Reduction in throughput time, defect and rework are among many elements that contribute to sizeable tangible cost savings from improved processes. Intangible costs of poor quality have been recognized, for example development of closer teamwork made internal communication more effective and efficient.
The implementation of the HR processes has supported proactive behaviour and customer focus, and has aligned personal, team and company goals around HR and business strategy. The core values and benefits of continuous learning and the Six Sigma way of thinking have become familiar and credible. Many sceptics recognized that Six Sigma could improve service processes as well.
The benefits of the culture of participative management, teamwork and Six Sigma have been recognized in the wider organization. This proactive approach has changed the perception in the organization of HR, now that HR has created the model, and assumed the role of coach, for the deployment of Six Sigma in the business.
Conclusions
The deployment of Six Sigma in HR processes confirmed what we have already seen in the last 6 years of implementation of Six Sigma in various manufacturing processes: the strengths and simplicity of the methodology, and enormous benefits for all business stakeholders, from suppliers, employees, management . . . to customers and shareholders.
A number of similar issues in the implementation of Six Sigma in HR and manufacturing processes have been identified, for example:
importance of people issues in management of change (e.g. fear of change, fear of being measured, not dissatisfied with present, etc.);
need to involve suppliers and customers;
benefits of clear definition of the process;
effectiveness and simplicity of Six Sigma tools;
importance of effective and efficient CHART[copyright] data collection system;
importance of criteria for MOPs selection.
But, above all, that successful implementation of Six Sigma depends on leadership.

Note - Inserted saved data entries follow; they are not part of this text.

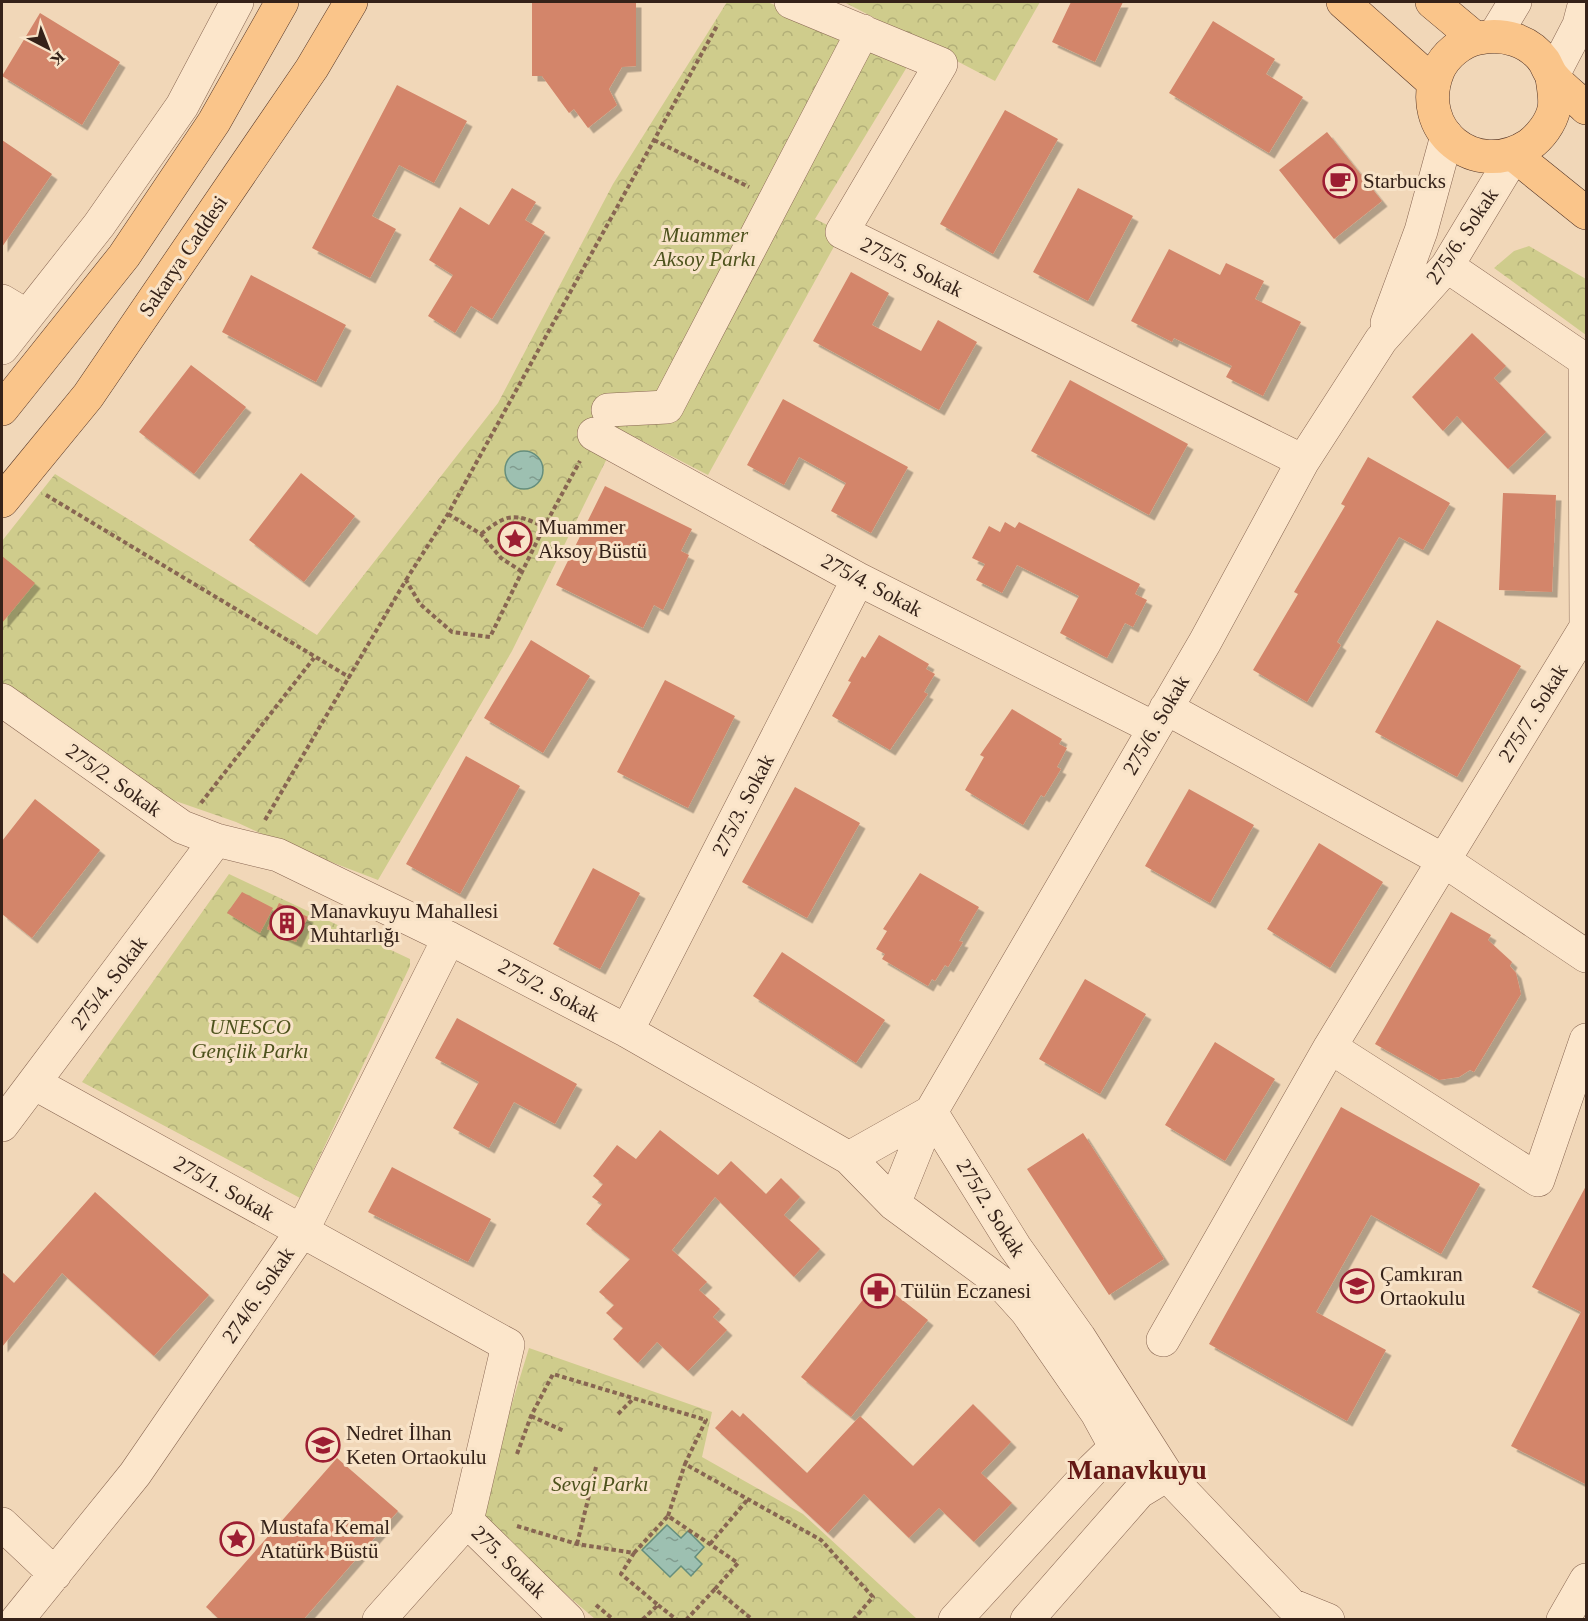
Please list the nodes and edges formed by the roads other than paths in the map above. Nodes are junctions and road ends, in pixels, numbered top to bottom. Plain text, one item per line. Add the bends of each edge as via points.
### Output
1 (237, 2) edge
2 (282, 2) edge
3 (351, 2) edge
4 (791, 2) edge
5 (1343, 2) edge
6 (1432, 2) edge
7 (1515, 2) edge
8 (1585, 2) edge
9 (862, 31) junction
10 (1485, 37) junction
11 (1552, 77) junction
12 (1434, 83) junction
13 (182, 106) junction
14 (1587, 108) edge
15 (214, 122) junction
16 (1447, 136) junction
17 (1514, 155) junction
18 (1587, 213) edge
19 (1447, 266) junction
20 (14, 309) edge
21 (1381, 340) junction
22 (2, 348) edge
23 (2, 409) edge
24 (1303, 461) junction
25 (11, 490) edge
26 (858, 579) junction
27 (1586, 627) edge
28 (2, 700) edge
29 (1160, 718) junction
30 (216, 840) junction
31 (1443, 860) junction
32 (449, 938) junction
33 (1587, 956) edge
34 (627, 1031) junction
35 (1587, 1040) edge
36 (1330, 1047) junction
37 (34, 1083) junction
38 (932, 1112) junction
39 (2, 1125) edge
40 (849, 1158) junction
41 (894, 1203) junction
42 (302, 1231) junction
43 (1163, 1340) dead end
44 (1126, 1437) junction
45 (1167, 1475) junction
46 (2, 1524) edge
47 (473, 1527) junction
48 (55, 1574) junction
49 (1587, 1581) edge
50 (578, 1609) edge
51 (17, 1620) edge
52 (379, 1620) edge
53 (955, 1620) edge
54 (1027, 1620) edge
55 (1328, 1620) edge
56 (1563, 1620) edge

1 - 13 street
2 - 15 main road
3 - 25 main road, Sakarya Caddesi via 312,68 88,396
4 - 9 street, 275/5. Sokak
5 - 12 main road
6 - 10 main road
7 - 10 street
8 - 11 street via 1579,26
9 - 24 street, 275/5. Sokak via 941,64 842,232
9 - 26 street, 275/4. Sokak via 667,407 601,422
10 - 11 main road via 1514,38 1530,47 1544,60
10 - 12 main road via 1461,45 1449,55
11 - 14 main road
11 - 17 main road via 1554,108 1540,137
12 - 16 main road via 1437,120
13 - 15 street
13 - 20 street via 99,225
15 - 23 main road via 124,256
16 - 17 main road via 1477,156
16 - 21 street, 275/6. Sokak via 1421,231
17 - 18 main road
17 - 19 street, 275/6. Sokak
19 - 21 street, 275/6. Sokak
19 - 27 street, 275/7. Sokak via 1585,360
20 - 22 street
21 - 24 street, 275/6. Sokak
24 - 29 street, 275/6. Sokak
26 - 29 street, 275/4. Sokak
26 - 34 street, 275/3. Sokak
27 - 31 street, 275/7. Sokak
28 - 30 street, 275/2. Sokak via 182,827
29 - 31 street, 275/4. Sokak
29 - 38 street, 275/6. Sokak
30 - 32 street, 275/2. Sokak via 278,855
30 - 37 street, 275/4. Sokak
31 - 33 street, 275/4. Sokak
31 - 36 street, 275/7. Sokak
32 - 34 street, 275/2. Sokak
32 - 42 street, 274/6. Sokak
34 - 40 street, 275/2. Sokak
35 - 36 street via 1538,1180
36 - 43 street, 275/7. Sokak
37 - 39 street, 275/4. Sokak
37 - 42 street, 275/1. Sokak
38 - 40 street
38 - 41 street
38 - 44 street, 275/2. Sokak via 1015,1247 1079,1337
40 - 41 street, 275/2. Sokak
41 - 44 street, 275/2. Sokak via 1000,1282 1021,1305 1097,1413
42 - 47 street, 275/1. Sokak via 508,1345
42 - 48 street, 274/6. Sokak via 135,1474
44 - 45 street, 275/2. Sokak
44 - 53 street
45 - 54 street via 1139,1492
45 - 55 street, 275/2. Sokak via 1291,1605
46 - 48 street
47 - 50 street, 275. Sokak
47 - 52 street, 275. Sokak
48 - 51 street, 274/6. Sokak
49 - 56 street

Some differences between the application of Six Sigma in manufacturing and HR processes have been identified as well:
lower initial credibility of Six Sigma in HR;
more difficult definition of process scope and higher impact of perceptual elements;
direct dealing with people can be more frustrating, but more rewarding as well;
high intangible cost of poor quality (e.g. recruitment of false positive);
less tangible measurements require more creative approach;
higher variety in customer requirements.
The simplicity and effectiveness of Six Sigma are, simultaneously, its strongest and weakest points. For example, mismanagement of analysis results can easily create unbridgeable implementation barriers.
Leadership is one of the keys to successful implementation of Six Sigma, a holistic, long-term continuous improvement system, and the quality of leadership will have a profound effect on the level of achieved results.
Excellence is achieved by getting the right people to want to do the right things in the right way.